Musselman sentenced to 35 years for porn charges

By NICK VLAHOS
For The Prairie News

Musselman

PEORIA – For years in Stark County, Jason Musselman led a double life, according to criminal prosecutors and his victims. They said he damaged dozens of other lives in the process.

As a result, Mussleman will be kept behind bars for what will likely be most of his remaining life.
During a hearing Wednesday morning in U.S. District Court, Judge James Shadid sentenced Musselman to 35 years in federal prison. Late last year, the 35-year-old Toulon resident pleaded guilty to three felony child-pornography charges.

A one-time pillar of the community, Musselman received a 25-year sentence for production of child pornography. He also received 10-year sentences for each of the other charges – distribution of child pornography and possession of child pornography.

Sentences for the latter two charges are to be served concurrently, but that and the porn-production sentence are to be served consecutively, Shadid said. Musselman is to be on supervised release after completing his prison term.

The sentences fulfilled the prosecution’s request for Musselman to serve at least 30 years in prison. He also was ordered to pay about $60,000 in restitution.

“The community of Toulon is a better and safer place without the defendant,” Assistant U.S. Attorney Sarah Schryer said.

Musselman was accused of taking surreptitious photographs of unclad underage girls who used a tanning bed at his Toulon residence. Musselman earned the girls’ trusts through years of his community service.
“By your conduct, you sentenced one group to a life sentence of their own,” Shadid said. “This appears to me not to be some passing fancy.”

Musselman did not address the court verbally, although he did provide Shadid with a letter. Shadid did not read it aloud during the hearing. Clad in an orange jail-issued jumpsuit, Musselman was shackled afterward and led away.

According to Shadid, Musselman is to be incarcerated at the Federal Correction Institution in Elkton, Ohio. The facility located northwest of Pittsburgh specializes in treatment programs for sex offenders.

Musselman was indicted in March 2022. Investigators discovered more than 250 child-pornography images on his Apple iPhone and more than 400 images on a digital memory card found at his home. They included multiple images of children younger than 12, according to prosecutors.

Tanning-bed videos focused on the subjects’ genitals, prosecutors said. Additionally, Musselman transported images across state boundaries via a mobile-messaging platform.
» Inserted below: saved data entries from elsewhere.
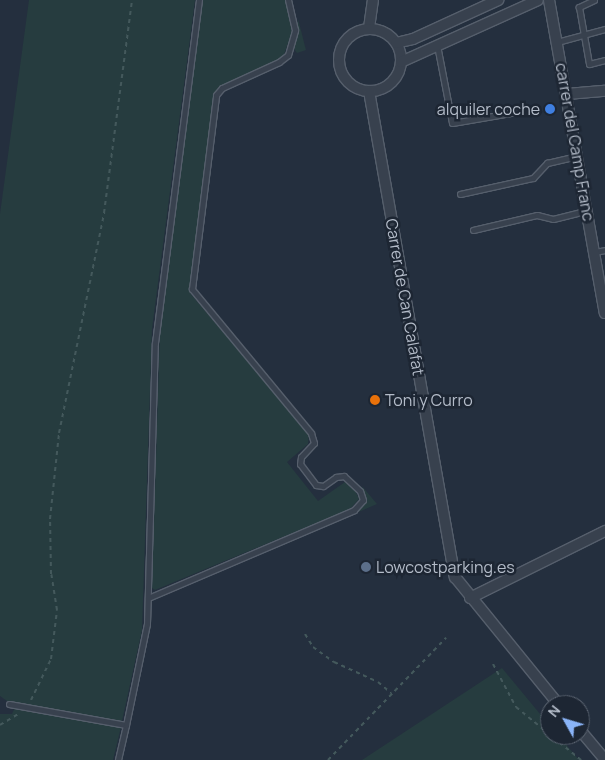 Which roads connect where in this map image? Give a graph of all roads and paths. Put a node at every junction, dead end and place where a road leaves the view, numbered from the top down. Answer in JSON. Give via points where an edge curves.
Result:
{"nodes":[{"id":1,"x":132,"y":0,"type":"edge"},
{"id":2,"x":200,"y":0,"type":"edge"},
{"id":3,"x":288,"y":0,"type":"edge"},
{"id":4,"x":373,"y":0,"type":"edge"},
{"id":5,"x":498,"y":0,"type":"edge"},
{"id":6,"x":538,"y":0,"type":"edge"},
{"id":7,"x":549,"y":0,"type":"edge"},
{"id":8,"x":594,"y":0,"type":"edge"},
{"id":9,"x":369,"y":28,"type":"junction"},
{"id":10,"x":605,"y":29,"type":"edge"},
{"id":11,"x":584,"y":32,"type":"junction"},
{"id":12,"x":557,"y":42,"type":"junction"},
{"id":13,"x":396,"y":43,"type":"junction"},
{"id":14,"x":436,"y":45,"type":"junction"},
{"id":15,"x":605,"y":60,"type":"edge"},
{"id":16,"x":401,"y":62,"type":"junction"},
{"id":17,"x":369,"y":91,"type":"junction"},
{"id":18,"x":605,"y":91,"type":"edge"},
{"id":19,"x":567,"y":94,"type":"junction"},
{"id":20,"x":528,"y":110,"type":"dead end"},
{"id":21,"x":577,"y":156,"type":"junction"},
{"id":22,"x":460,"y":194,"type":"dead end"},
{"id":23,"x":587,"y":211,"type":"junction"},
{"id":24,"x":473,"y":230,"type":"dead end"},
{"id":25,"x":605,"y":250,"type":"edge"},
{"id":26,"x":594,"y":252,"type":"junction"},
{"id":27,"x":605,"y":313,"type":"edge"},
{"id":28,"x":605,"y":531,"type":"edge"},
{"id":29,"x":148,"y":598,"type":"junction"},
{"id":30,"x":470,"y":598,"type":"junction"},
{"id":31,"x":306,"y":634,"type":"dead end"},
{"id":32,"x":446,"y":638,"type":"dead end"},
{"id":33,"x":493,"y":664,"type":"dead end"},
{"id":34,"x":391,"y":693,"type":"junction"},
{"id":35,"x":551,"y":695,"type":"edge"},
{"id":36,"x":9,"y":704,"type":"dead end"},
{"id":37,"x":26,"y":707,"type":"junction"},
{"id":38,"x":126,"y":725,"type":"junction"},
{"id":39,"x":0,"y":726,"type":"edge"},
{"id":40,"x":590,"y":742,"type":"edge"},
{"id":41,"x":118,"y":760,"type":"edge"},
{"id":42,"x":328,"y":760,"type":"edge"},
{"id":43,"x":580,"y":760,"type":"edge"},
{"id":44,"x":605,"y":760,"type":"edge"}],
"edges":[{"from":1,"to":37,"type":"path","via":[[104,213],[69,374],[57,450],[50,527],[53,595],[57,610],[51,659]]},
{"from":2,"to":29,"type":"lane","via":[[156,322]]},
{"from":3,"to":29,"type":"lane","via":[[295,30],[288,54],[279,62],[222,88],[216,95],[192,289],[311,432],[314,443],[300,462],[311,479],[321,487],[344,476],[360,491],[363,500],[354,510]]},
{"from":4,"to":9,"type":"street"},
{"from":5,"to":13,"type":"street","via":[[413,39]]},
{"from":6,"to":14,"type":"street"},
{"from":7,"to":12,"type":"street","name":"carrer del Camp Franc"},
{"from":8,"to":11,"type":"lane","via":[[579,7]]},
{"from":9,"to":13,"type":"street","via":[[389,35]]},
{"from":9,"to":17,"type":"street","via":[[349,36],[342,44],[338,60],[342,75],[349,84]]},
{"from":10,"to":11,"type":"lane"},
{"from":11,"to":12,"type":"lane"},
{"from":11,"to":15,"type":"lane","via":[[589,64]]},
{"from":12,"to":19,"type":"street","name":"carrer del Camp Franc"},
{"from":13,"to":16,"type":"street"},
{"from":14,"to":16,"type":"street"},
{"from":14,"to":20,"type":"lane","via":[[452,123]]},
{"from":16,"to":17,"type":"street","via":[[394,80],[387,86]]},
{"from":17,"to":30,"type":"street","name":"Carrer de Can Calafat","via":[[455,577]]},
{"from":18,"to":19,"type":"street"},
{"from":19,"to":21,"type":"street","name":"carrer del Camp Franc"},
{"from":21,"to":22,"type":"lane","via":[[547,163],[533,178]]},
{"from":21,"to":23,"type":"street","name":"carrer del Camp Franc"},
{"from":23,"to":24,"type":"lane","via":[[553,219],[536,215]]},
{"from":23,"to":26,"type":"street","name":"carrer del Camp Franc"},
{"from":25,"to":26,"type":"lane"},
{"from":26,"to":27,"type":"street","name":"carrer del Camp Franc"},
{"from":28,"to":30,"type":"street"},
{"from":29,"to":38,"type":"lane","via":[[144,639]]},
{"from":30,"to":35,"type":"street","name":"Carrer de Can Calafat"},
{"from":31,"to":34,"type":"path","via":[[313,647],[334,662],[378,682]]},
{"from":32,"to":34,"type":"path"},
{"from":33,"to":43,"type":"path","via":[[516,708]]},
{"from":34,"to":42,"type":"path"},
{"from":36,"to":37,"type":"lane"},
{"from":37,"to":38,"type":"lane"},
{"from":37,"to":39,"type":"path","via":[[16,718]]},
{"from":38,"to":41,"type":"lane"},
{"from":40,"to":44,"type":"street"}]}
Of those Toulon-area girls Musselman photographed, 10 provided victim-impact statements. They included six who addressed the court in person – sometimes in halting, teary tones. Those six now are adults, although they were not identified by name in court.

Their statements were similar. The victims accused Musselman of using his status in the community to further his prurient interests. Musselman was a Toulon alderman, a newspaper publisher, a disc jockey and was affiliated with local not-for-profit organizations including as a public-address announcer for Stark County High School football and basketball.

“I believe he was living a completely different life behind doors,” one victim said.
Said another: “People, businesses loved him. His good character is completely fake.”

Victims also criticized Musselman’s family and others in Toulon who wrote letters of support for Musselman. Such support made the victims feel betrayed and angry.

“Being in Toulon … makes me sick to my stomach,” one victim said.

Defense attorney Kevin Sullivan acknowledged his client’s misdeeds. He said Musselman’s family probably will suffer financially and emotionally and be stigmatized in the Toulon community. Sullivan also asked for leniency. He said the prosecution-preferred sentence for Musselman exceeded that for first-degree murder in some states.

“Nobody died. He’s 35 years old,” Sullivan said. “He’s an intelligent person. He is capable of being rehabilitated.”

Earlier, Shadid denied a request from Musselman to withdraw his guilty plea on the production-of-child-pornography charge. Musselman argued the images he produced do not qualify as sexually explicit conduct – that the victims’ pubic areas were not the focus, among other claims.

According to an opinion issued May 15, Shadid noted Musselman angled his phone specifically to record the victims’ genitalia and edited still images to best capture them.

“The images were clearly intended and designed by Defendant to elicit a sexual response in the viewer,” Shadid wrote.